Collected data entries:
.....
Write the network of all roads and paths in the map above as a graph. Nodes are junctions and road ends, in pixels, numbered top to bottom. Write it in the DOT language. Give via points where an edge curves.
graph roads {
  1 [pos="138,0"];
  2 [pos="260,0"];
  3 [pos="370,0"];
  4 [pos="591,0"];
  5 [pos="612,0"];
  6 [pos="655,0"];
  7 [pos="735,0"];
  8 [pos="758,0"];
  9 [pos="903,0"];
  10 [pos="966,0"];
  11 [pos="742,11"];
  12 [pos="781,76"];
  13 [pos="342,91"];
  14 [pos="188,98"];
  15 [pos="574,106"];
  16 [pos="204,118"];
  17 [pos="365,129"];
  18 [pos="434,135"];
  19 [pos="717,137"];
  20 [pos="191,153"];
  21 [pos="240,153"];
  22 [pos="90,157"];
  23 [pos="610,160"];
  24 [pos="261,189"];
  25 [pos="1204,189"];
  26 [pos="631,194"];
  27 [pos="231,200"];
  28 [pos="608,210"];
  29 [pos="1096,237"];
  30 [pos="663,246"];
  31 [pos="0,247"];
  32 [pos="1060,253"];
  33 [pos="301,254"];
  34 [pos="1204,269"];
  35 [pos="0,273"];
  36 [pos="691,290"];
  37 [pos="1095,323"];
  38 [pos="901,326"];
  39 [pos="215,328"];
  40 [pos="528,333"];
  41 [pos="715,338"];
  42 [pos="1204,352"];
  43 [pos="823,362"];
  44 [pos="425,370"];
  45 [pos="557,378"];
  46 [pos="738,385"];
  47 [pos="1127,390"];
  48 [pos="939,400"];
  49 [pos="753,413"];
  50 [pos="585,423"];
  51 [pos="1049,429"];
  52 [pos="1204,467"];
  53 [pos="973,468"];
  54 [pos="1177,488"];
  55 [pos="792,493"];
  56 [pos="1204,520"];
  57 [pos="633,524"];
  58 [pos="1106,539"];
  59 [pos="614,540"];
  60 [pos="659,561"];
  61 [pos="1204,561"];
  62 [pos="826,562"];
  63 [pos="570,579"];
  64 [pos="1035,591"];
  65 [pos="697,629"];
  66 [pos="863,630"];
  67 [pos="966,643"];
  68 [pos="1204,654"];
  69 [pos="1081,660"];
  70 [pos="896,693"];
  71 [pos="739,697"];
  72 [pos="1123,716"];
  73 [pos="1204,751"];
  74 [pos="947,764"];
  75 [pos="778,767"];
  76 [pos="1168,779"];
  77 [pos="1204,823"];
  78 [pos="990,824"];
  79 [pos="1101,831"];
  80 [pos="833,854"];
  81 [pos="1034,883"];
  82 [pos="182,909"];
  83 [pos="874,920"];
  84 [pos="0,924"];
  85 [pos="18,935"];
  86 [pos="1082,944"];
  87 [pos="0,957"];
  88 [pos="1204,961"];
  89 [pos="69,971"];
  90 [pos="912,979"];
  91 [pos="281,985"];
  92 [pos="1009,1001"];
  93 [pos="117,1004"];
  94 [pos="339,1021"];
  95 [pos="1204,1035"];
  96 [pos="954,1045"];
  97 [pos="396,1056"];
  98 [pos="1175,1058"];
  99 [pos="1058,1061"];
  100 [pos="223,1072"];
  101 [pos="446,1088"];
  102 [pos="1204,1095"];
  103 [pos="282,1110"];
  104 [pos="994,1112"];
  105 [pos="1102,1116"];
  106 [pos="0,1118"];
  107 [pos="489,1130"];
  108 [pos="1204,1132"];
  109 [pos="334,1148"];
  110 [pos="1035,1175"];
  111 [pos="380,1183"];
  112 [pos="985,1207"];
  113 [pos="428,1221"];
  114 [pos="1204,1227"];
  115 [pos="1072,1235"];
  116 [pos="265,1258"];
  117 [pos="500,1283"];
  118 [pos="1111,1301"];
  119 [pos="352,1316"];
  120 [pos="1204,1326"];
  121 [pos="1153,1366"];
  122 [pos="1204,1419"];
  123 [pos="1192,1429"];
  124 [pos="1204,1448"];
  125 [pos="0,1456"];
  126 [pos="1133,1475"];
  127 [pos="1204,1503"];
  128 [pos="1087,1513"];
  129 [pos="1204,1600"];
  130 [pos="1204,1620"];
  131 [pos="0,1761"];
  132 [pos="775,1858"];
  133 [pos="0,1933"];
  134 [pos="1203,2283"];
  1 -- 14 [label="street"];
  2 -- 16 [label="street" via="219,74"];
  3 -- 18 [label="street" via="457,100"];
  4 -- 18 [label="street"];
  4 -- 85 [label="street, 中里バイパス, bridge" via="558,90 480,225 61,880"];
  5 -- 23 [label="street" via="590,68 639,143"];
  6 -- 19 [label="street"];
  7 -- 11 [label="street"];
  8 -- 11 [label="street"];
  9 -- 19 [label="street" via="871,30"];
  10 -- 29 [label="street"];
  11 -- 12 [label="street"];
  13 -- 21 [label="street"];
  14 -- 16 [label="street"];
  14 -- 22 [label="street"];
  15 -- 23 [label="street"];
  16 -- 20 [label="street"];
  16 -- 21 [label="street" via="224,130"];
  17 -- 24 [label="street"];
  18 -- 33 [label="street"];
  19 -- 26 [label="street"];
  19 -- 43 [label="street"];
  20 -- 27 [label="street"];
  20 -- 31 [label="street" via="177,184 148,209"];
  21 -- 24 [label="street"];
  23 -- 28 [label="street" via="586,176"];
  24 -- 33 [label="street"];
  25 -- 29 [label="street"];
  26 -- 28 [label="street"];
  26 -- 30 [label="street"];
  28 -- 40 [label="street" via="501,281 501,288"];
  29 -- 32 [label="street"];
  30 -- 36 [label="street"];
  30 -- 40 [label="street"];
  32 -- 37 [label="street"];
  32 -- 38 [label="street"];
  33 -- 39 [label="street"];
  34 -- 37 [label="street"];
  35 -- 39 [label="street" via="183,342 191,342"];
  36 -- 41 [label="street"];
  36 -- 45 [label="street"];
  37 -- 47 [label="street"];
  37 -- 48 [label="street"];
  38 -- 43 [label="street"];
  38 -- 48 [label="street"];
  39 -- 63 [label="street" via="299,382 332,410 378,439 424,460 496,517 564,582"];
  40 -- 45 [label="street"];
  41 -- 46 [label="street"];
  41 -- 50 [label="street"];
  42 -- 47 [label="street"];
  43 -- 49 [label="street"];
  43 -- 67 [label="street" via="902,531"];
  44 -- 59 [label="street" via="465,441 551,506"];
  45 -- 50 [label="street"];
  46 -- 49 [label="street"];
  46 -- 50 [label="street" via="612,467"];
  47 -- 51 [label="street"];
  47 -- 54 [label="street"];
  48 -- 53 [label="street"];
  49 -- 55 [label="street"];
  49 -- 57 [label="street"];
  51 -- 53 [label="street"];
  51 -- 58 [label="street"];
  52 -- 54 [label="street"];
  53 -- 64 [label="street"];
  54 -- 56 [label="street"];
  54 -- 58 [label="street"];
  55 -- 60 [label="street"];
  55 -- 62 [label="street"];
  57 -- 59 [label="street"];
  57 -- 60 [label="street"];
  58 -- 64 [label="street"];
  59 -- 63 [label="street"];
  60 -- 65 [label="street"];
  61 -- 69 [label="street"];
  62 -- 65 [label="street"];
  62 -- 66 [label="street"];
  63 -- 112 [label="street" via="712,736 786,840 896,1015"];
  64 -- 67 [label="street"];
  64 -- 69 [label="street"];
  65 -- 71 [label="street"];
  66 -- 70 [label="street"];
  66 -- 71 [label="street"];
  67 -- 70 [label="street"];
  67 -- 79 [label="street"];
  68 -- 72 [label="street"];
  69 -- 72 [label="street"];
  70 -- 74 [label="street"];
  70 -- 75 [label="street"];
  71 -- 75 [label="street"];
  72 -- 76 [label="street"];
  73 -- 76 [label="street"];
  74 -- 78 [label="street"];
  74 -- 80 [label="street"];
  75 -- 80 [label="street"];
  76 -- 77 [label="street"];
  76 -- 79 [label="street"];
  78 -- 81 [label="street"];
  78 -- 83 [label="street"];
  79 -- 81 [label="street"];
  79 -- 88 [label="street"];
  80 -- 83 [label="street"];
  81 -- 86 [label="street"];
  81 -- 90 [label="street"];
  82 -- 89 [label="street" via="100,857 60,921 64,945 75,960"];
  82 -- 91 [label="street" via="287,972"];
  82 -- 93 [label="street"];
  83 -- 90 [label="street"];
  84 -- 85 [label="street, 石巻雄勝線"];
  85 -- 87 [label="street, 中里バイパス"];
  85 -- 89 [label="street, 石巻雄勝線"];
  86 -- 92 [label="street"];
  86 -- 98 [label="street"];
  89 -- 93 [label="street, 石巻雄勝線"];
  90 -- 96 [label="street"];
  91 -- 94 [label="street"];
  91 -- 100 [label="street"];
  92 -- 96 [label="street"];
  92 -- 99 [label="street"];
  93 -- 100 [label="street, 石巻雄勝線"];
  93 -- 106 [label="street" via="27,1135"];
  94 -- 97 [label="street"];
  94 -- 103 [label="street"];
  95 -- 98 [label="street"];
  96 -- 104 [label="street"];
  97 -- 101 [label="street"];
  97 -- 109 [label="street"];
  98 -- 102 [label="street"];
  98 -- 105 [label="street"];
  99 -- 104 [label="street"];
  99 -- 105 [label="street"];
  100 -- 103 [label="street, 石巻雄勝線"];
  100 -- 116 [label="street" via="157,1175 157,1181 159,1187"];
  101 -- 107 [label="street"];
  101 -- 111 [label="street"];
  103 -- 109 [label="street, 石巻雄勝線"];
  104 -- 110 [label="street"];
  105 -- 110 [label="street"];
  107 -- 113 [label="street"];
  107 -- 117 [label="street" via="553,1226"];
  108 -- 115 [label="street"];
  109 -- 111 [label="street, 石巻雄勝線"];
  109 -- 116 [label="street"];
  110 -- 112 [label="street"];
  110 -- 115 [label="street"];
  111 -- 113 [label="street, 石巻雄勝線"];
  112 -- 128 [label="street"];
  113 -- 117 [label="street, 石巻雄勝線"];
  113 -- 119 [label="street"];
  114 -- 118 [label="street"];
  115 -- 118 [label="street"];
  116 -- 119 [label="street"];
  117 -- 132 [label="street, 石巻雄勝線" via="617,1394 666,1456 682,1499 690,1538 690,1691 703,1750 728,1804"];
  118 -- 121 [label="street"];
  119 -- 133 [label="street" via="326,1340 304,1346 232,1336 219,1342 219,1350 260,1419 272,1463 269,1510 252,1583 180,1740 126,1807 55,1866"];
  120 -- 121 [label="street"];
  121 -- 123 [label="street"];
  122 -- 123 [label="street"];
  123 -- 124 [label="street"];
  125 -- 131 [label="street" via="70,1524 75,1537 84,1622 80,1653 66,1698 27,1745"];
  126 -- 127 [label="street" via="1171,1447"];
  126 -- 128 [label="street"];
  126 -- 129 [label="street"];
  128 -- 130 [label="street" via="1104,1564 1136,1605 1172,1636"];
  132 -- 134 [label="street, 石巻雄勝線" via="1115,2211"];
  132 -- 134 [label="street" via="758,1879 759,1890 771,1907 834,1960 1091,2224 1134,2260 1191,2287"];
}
.....
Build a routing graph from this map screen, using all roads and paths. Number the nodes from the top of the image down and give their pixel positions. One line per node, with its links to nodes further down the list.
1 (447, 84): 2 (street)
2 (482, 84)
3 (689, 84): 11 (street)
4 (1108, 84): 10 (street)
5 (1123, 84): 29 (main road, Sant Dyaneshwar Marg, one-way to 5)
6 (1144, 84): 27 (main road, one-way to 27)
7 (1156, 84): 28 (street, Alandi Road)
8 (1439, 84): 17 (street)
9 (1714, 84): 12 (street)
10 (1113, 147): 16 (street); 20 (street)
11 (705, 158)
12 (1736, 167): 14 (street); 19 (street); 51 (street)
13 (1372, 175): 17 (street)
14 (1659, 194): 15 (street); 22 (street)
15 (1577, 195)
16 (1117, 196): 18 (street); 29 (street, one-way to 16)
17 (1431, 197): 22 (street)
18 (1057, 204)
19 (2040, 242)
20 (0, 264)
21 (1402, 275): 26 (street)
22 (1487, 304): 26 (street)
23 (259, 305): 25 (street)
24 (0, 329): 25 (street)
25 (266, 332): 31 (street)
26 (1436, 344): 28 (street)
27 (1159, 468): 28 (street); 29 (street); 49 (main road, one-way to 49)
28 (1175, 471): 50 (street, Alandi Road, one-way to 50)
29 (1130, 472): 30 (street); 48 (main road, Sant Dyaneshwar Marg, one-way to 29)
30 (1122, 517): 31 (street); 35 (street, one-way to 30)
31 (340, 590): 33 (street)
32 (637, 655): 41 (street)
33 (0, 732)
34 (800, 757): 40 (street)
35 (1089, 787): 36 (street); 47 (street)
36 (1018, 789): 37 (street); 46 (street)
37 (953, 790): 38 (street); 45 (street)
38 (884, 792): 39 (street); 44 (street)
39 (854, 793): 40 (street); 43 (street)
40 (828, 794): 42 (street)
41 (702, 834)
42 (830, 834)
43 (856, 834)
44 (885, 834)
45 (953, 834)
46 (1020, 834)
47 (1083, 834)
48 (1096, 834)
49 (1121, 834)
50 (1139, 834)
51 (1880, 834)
.....
- **Exercise brief**
Would you copy all lines in the records where the string "graph" appears?

- **Output below**
Write the network of all roads and paths in the map above as a graph. Nodes are junctions and road ends, in pixels, numbered top to bottom. Write it in the DOT language. Give via points where an edge curves.
graph roads {
Build a routing graph from this map screen, using all roads and paths. Number the nodes from the top of the image down and give their pixel positions. One line per node, with its links to nodes further down the list.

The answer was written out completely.